Clínica busca voluntários para testar medicação similar a canetas emagrecedoras
Acaba de entrar na última fase um estudo com três medicamentos voltados ao tratamento de diabete e obesidade e à prevenção de doenças cardiovasculares e diabete tipo 1, pelo Centro de Pesquisa Cendi, em Goiânia. O primeiro se assemelha às canetas emagrecedoras, mas com a diferença de que a aplicação, ao invés de semanal, é mensal. Hoje, 12 pacientes participam da pesquisa, mas o laboratório tem a expectativa de conseguir mais voluntários até o término da etapa, prevista para o fim de 2026. Os remédios devem chegar ao mercado em 2029.

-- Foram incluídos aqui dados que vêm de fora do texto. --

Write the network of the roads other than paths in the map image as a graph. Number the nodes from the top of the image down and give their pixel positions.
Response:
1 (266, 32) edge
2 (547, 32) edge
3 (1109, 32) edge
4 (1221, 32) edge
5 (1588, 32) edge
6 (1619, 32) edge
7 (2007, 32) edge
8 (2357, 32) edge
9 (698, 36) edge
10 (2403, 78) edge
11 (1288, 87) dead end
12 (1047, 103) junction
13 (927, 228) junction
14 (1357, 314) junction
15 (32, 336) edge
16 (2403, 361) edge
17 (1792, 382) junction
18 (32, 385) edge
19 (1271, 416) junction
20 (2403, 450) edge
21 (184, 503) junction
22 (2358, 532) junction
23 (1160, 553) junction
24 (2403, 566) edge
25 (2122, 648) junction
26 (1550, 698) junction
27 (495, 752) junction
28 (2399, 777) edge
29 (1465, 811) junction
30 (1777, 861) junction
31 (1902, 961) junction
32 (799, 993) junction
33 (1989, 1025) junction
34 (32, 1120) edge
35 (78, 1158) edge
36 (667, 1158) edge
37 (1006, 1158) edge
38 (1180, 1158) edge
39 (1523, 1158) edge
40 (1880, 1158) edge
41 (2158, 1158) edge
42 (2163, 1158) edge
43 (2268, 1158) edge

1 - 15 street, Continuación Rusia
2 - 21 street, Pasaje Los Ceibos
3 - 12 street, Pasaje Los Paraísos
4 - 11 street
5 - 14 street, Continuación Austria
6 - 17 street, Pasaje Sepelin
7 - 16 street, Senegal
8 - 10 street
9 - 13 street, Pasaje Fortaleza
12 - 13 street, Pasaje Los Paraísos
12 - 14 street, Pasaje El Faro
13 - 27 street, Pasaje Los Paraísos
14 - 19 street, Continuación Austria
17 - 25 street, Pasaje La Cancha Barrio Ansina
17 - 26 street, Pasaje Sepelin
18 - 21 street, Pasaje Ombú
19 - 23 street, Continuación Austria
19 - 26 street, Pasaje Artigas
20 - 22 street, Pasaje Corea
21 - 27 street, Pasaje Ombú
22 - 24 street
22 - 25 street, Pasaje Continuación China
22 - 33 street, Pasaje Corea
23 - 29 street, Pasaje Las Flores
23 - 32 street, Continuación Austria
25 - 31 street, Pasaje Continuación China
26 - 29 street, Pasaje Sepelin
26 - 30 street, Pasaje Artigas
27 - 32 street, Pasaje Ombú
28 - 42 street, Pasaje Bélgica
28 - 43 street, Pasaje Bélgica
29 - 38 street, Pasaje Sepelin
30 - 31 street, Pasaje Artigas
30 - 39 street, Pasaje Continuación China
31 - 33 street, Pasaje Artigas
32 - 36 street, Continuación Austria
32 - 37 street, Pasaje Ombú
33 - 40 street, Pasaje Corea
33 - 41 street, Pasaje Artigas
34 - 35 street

Os medicamentos ainda não têm nome porque estão em fase de testes. O médico responsável pela pesquisa na Clínica Cendi é o endocrinologista Nelson Rassi. Ele afirma que tudo ainda é muito confidencial, mas explica como vão funcionar. O primeiro remédio é voltado para perda de peso, controle do diabete e cardioproteção, além da proteção cerebral e do sistema arterial periférico. "Ele será utilizado principalmente em pessoas que já tiveram enfarte do miocárdio, AVC (acidente vascular cerebral), ou pessoas que já tiveram problemas na circulação das pernas, que já sofreram amputação, por exemplo", disse.
Benefícios
Segundo Rassi, a ideia é que, com esse medicamento, além de perder peso e controlar a diabete, o paciente tenha menos chances de sofrer um novo enfarte ou um novo AVC. "Porque as pessoas que já tiveram enfarte ou AVC têm uma chance maior de ter outros. O medicamento é para evitar que isso aconteça", explicou. O médico afirma que isso é possível porque o remédio ajuda no controle da pressão arterial e do colesterol.
A atuação é semelhante à tirzepatida, conhecida como mounjaro, que é aplicada semanalmente. "A diferença é que o que estamos testando terá aplicação mensal", afirmou. O objetivo, segundo o médico, é aumentar a adesão dos pacientes ao medicamento, por conta do intervalo maior entre as aplicações.
O segundo medicamento tem o objetivo de proteger o coração contra a insuficiência cardíaca. Rassi afirma que o objetivo é atender pacientes que já enfartaram ou possuem um stent no coração, ou seja, um tubo colocado de maneira cirúrgica para desobstruir artérias. "Porque essas pessoas também têm chance de ter um outro problema de coração, uma falência cardíaca. O intuito é evitar a reincidência", disse.
Diabetes
O terceiro remédio tem como público-alvo pessoas que tenham familiares com diabetes tipo 1. "O irmão de quem tem a doença, que são geralmente crianças e adolescentes, tem 5% de chance de desenvolver diabetes tipo 1", afirmou. Segundo Rassi, o medicamento vai funcionar para evitar a doença.
O estudo de medicamentos envolve uma fase pré-clínica, quando a substância é testada em laboratório e em animais para avaliar seu potencial e segurança, e depois entra na fase clínica, dividida em três etapas: na primeira, com poucos participantes, são definidas a dose, segurança e possíveis efeitos colaterais; na segunda, com mais pacientes, avalia-se o funcionamento do remédio; e na terceira, com um grande número de pessoas, de diferentes perfis e países, confirma-se a eficácia e a segurança.
Segundo Rassi, não há limite de pacientes para a pesquisa. Ele conta que, no geral, essas pesquisas envolvem dezenas e até centenas de pessoas. Hoje, o centro de pesquisa busca por mais voluntários. Para participar, é preciso entrar em contato com a clínica.